-- DATA SUPPLIED --
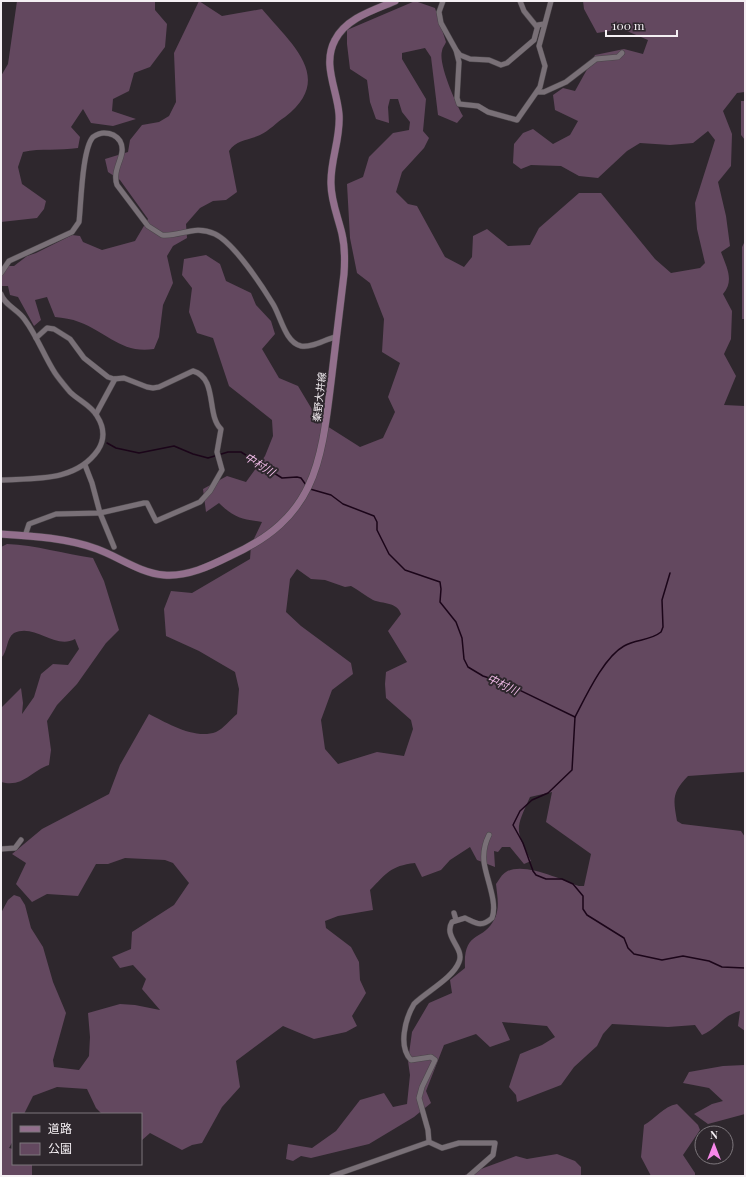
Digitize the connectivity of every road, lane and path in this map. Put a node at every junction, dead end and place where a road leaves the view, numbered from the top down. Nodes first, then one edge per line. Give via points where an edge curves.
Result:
1 (395, 1) edge
2 (442, 1) edge
3 (520, 1) edge
4 (551, 1) edge
5 (544, 24) junction
6 (537, 27) junction
7 (456, 50) junction
8 (622, 53) dead end
9 (537, 92) junction
10 (1, 273) edge
11 (1, 294) edge
12 (2, 301) edge
13 (336, 337) junction
14 (36, 338) junction
15 (115, 379) junction
16 (96, 414) junction
17 (85, 465) junction
18 (1, 480) edge
19 (100, 513) junction
20 (1, 534) edge
21 (25, 536) junction
22 (114, 547) dead end
23 (489, 835) dead end
24 (22, 840) dead end
25 (1, 849) edge
26 (454, 913) dead end
27 (456, 920) junction
28 (429, 1142) junction
29 (332, 1176) edge
30 (469, 1176) edge

1 - 13 main road, 秦野大井線 via 347,24 335,39 329,56 339,125 331,195 345,254
2 - 7 street via 439,12 441,23
3 - 6 street via 524,11
4 - 5 street
5 - 6 street via 540,23
5 - 9 street via 539,46 545,66
6 - 7 street via 534,40 505,64 465,57
7 - 9 street via 459,62 459,104 478,106 488,112 517,120
8 - 9 street via 618,57 596,59 566,82 544,92
10 - 13 street via 9,261 76,228 79,222 89,144 94,137 109,133 115,136 122,148 122,155 116,168 117,185 148,226 167,236 190,230 215,234 230,244 260,284 293,342 309,346
11 - 12 street
12 - 14 street via 25,318
13 - 21 main road, 秦野大井線 via 326,423 312,481 293,512 246,550 179,575 151,572 81,543
14 - 15 street via 47,328 54,329 70,339 84,358 108,377
14 - 16 street via 55,373 70,392
15 - 16 street
15 - 19 street via 124,378 153,388 193,371 204,377 216,424 221,429 218,439 222,470 210,491 200,502 156,521 147,503
16 - 17 street via 101,423 103,438 96,453
17 - 18 street via 57,476
17 - 19 street
19 - 21 street via 50,516 29,524
19 - 22 street
20 - 21 main road, 秦野大井線
23 - 27 street via 484,862 493,914 490,920 481,925 465,918
24 - 25 street via 15,848
26 - 27 street
27 - 28 street via 449,929 460,961 452,972 414,1004 406,1028 406,1056 411,1060 431,1057 435,1060 419,1098
28 - 29 street
28 - 30 street via 442,1148 459,1143 495,1143 493,1155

-- EXERCISE BRIEF --
Repeat every record above exactly, except the pictures.

-- ANSWER BOX --
Digitize the connectivity of every road, lane and path in this map. Put a node at every junction, dead end and place where a road leaves the view, numbered from the top down. Nodes first, then one edge per line. Give via points where an edge curves.
Result:
1 (395, 1) edge
2 (442, 1) edge
3 (520, 1) edge
4 (551, 1) edge
5 (544, 24) junction
6 (537, 27) junction
7 (456, 50) junction
8 (622, 53) dead end
9 (537, 92) junction
10 (1, 273) edge
11 (1, 294) edge
12 (2, 301) edge
13 (336, 337) junction
14 (36, 338) junction
15 (115, 379) junction
16 (96, 414) junction
17 (85, 465) junction
18 (1, 480) edge
19 (100, 513) junction
20 (1, 534) edge
21 (25, 536) junction
22 (114, 547) dead end
23 (489, 835) dead end
24 (22, 840) dead end
25 (1, 849) edge
26 (454, 913) dead end
27 (456, 920) junction
28 (429, 1142) junction
29 (332, 1176) edge
30 (469, 1176) edge

1 - 13 main road, 秦野大井線 via 347,24 335,39 329,56 339,125 331,195 345,254
2 - 7 street via 439,12 441,23
3 - 6 street via 524,11
4 - 5 street
5 - 6 street via 540,23
5 - 9 street via 539,46 545,66
6 - 7 street via 534,40 505,64 465,57
7 - 9 street via 459,62 459,104 478,106 488,112 517,120
8 - 9 street via 618,57 596,59 566,82 544,92
10 - 13 street via 9,261 76,228 79,222 89,144 94,137 109,133 115,136 122,148 122,155 116,168 117,185 148,226 167,236 190,230 215,234 230,244 260,284 293,342 309,346
11 - 12 street
12 - 14 street via 25,318
13 - 21 main road, 秦野大井線 via 326,423 312,481 293,512 246,550 179,575 151,572 81,543
14 - 15 street via 47,328 54,329 70,339 84,358 108,377
14 - 16 street via 55,373 70,392
15 - 16 street
15 - 19 street via 124,378 153,388 193,371 204,377 216,424 221,429 218,439 222,470 210,491 200,502 156,521 147,503
16 - 17 street via 101,423 103,438 96,453
17 - 18 street via 57,476
17 - 19 street
19 - 21 street via 50,516 29,524
19 - 22 street
20 - 21 main road, 秦野大井線
23 - 27 street via 484,862 493,914 490,920 481,925 465,918
24 - 25 street via 15,848
26 - 27 street
27 - 28 street via 449,929 460,961 452,972 414,1004 406,1028 406,1056 411,1060 431,1057 435,1060 419,1098
28 - 29 street
28 - 30 street via 442,1148 459,1143 495,1143 493,1155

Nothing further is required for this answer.